Speaking on behalf of myself, after additional inputs from many
excellent and respectful users in this 'forum'. I can say that, on the
scale of 1 (least geeky) to 10 (most geeky), I would put forum.dlang.org
to the level 8 of geekiness required to use the forum. It may be natural
for long-time users, but for newcomers, it is very challenging.
Mentioning 'challening', here is an excerpt from a fictional interview
with the inventor of C++:
=====
Interviewer: I see, but what's the point?
Stroustrup: Well, one day, when I was sitting in my office, I thought of
this little scheme, which would redress the balance a little. I thought
'I wonder what would happen, if there were a language so complicated, so
difficult to learn, that nobody would ever be able to swamp the market
with programmers? Actually, I got some of the ideas from X10, you know,
X windows. That was such a bitch of a graphics system, that it only just
ran on those Sun 3/60 things. They had all the ingredients for what I
wanted. A really ridiculously complex syntax, obscure functions, and
pseudo-OO structure. Even now, nobody writes raw X-windows code. Motif
is the only way to go if you want to retain your sanity.

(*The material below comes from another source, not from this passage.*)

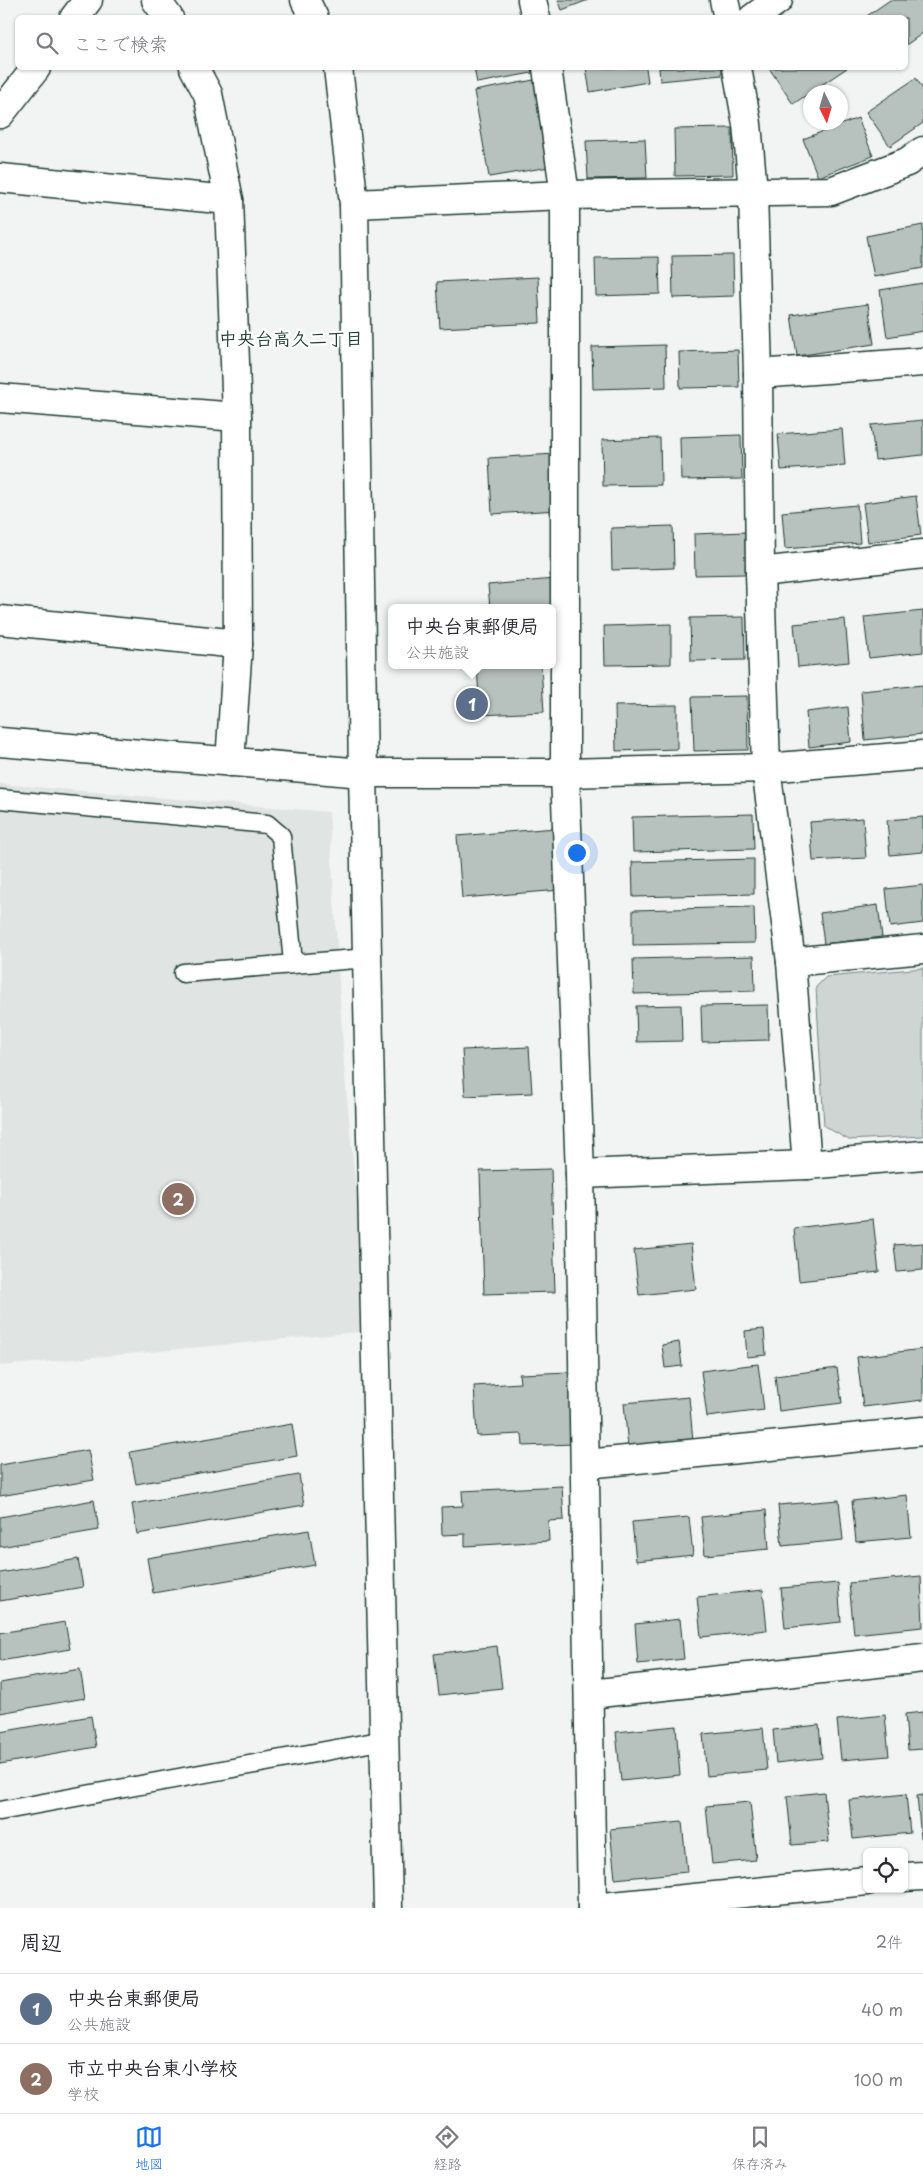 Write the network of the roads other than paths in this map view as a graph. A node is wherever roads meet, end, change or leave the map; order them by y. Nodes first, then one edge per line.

Interviewer: You're kidding...?
(https://www-users.cs.york.ac.uk/susan/joke/cpp.htm)
=====
I hope it is not offensive to bring up C++'s problems and relate them to
D, but the point I am trying to make is *accessibility*. Provided that
dlang community is not a the point of saturation, and still needs to
grow, things need to be: Accessible (less geeky, less restrictions);
Easy to learn and implement; Safe and Fast to program and to run. That
would make a good acronym: SAFE safe-accessible-fast-easy, all go in
parallel :)
Jonathan M Davis wrote:
On Friday, February 23, 2018 16:51:01 Biocyberman via Digitalmars-d wrote:
So far so much better :)
I really appreciate all answers given so far. Sorry I haven't found a
way to reply to everyone.
Many seems to be using the forum's web interface as a second - tier of
interaction. I still don't know what can justify this practice.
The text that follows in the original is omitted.